------ Data for review ------

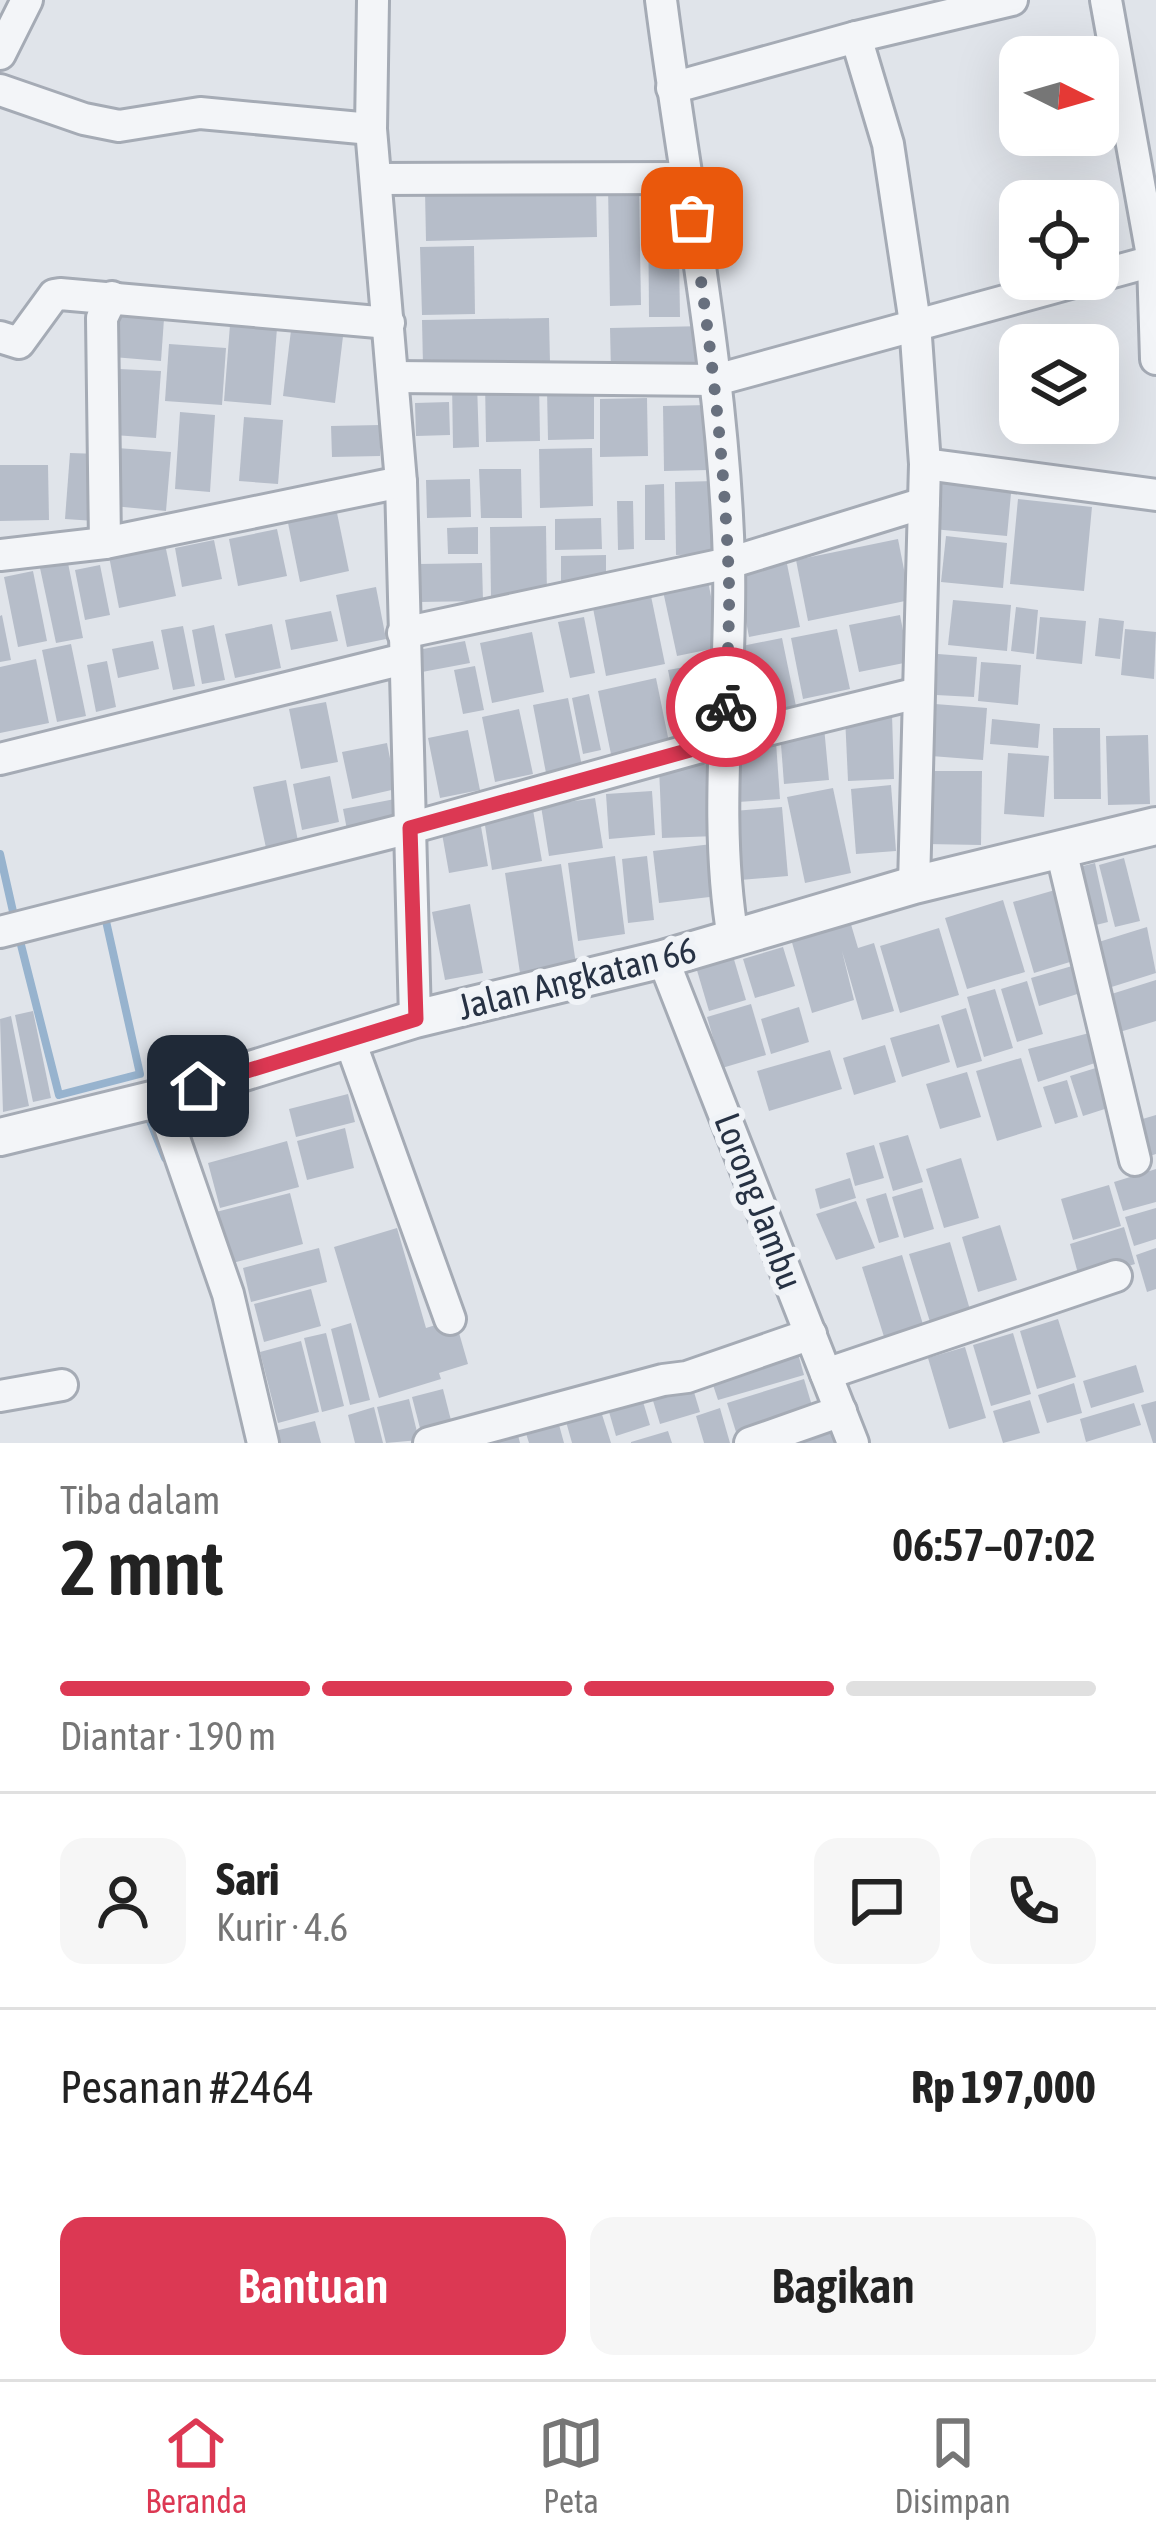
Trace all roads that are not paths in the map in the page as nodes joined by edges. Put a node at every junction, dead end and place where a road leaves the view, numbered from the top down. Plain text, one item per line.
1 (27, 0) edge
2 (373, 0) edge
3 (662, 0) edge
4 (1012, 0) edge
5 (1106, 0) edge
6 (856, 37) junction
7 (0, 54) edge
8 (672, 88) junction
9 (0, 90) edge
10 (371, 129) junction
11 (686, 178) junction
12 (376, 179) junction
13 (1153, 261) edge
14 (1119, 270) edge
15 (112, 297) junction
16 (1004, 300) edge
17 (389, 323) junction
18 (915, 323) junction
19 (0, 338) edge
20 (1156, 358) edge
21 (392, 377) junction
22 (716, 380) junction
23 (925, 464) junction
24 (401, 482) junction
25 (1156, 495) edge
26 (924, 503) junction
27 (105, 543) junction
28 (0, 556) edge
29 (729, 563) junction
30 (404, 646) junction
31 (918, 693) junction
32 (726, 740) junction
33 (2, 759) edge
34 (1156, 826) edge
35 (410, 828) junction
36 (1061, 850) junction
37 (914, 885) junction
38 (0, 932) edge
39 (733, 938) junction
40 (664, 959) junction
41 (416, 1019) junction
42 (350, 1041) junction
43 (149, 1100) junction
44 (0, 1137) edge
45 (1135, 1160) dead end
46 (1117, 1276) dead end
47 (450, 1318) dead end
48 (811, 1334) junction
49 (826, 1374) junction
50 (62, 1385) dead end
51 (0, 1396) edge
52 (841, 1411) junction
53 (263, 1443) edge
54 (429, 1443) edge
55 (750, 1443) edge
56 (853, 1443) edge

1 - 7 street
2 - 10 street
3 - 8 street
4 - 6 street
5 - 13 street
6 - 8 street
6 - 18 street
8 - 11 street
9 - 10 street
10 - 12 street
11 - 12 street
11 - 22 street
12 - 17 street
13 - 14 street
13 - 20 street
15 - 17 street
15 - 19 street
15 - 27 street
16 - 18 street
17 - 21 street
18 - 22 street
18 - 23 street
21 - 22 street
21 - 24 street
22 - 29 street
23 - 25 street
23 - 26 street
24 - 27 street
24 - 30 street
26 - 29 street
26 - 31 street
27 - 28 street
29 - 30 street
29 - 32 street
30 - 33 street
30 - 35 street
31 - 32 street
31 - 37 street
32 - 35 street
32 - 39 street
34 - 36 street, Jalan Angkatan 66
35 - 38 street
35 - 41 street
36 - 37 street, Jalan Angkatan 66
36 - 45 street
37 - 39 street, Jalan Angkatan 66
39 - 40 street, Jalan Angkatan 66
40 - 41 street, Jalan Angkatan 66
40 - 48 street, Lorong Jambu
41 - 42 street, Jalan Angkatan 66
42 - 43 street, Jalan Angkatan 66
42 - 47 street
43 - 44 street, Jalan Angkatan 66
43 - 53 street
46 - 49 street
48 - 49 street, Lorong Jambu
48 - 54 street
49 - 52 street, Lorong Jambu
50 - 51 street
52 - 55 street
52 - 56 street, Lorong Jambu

------

# Work to complete:
From the entries above, copy every line containing the word "Lorong".

# Written solution:
40 - 48 street, Lorong Jambu
48 - 49 street, Lorong Jambu
49 - 52 street, Lorong Jambu
52 - 56 street, Lorong Jambu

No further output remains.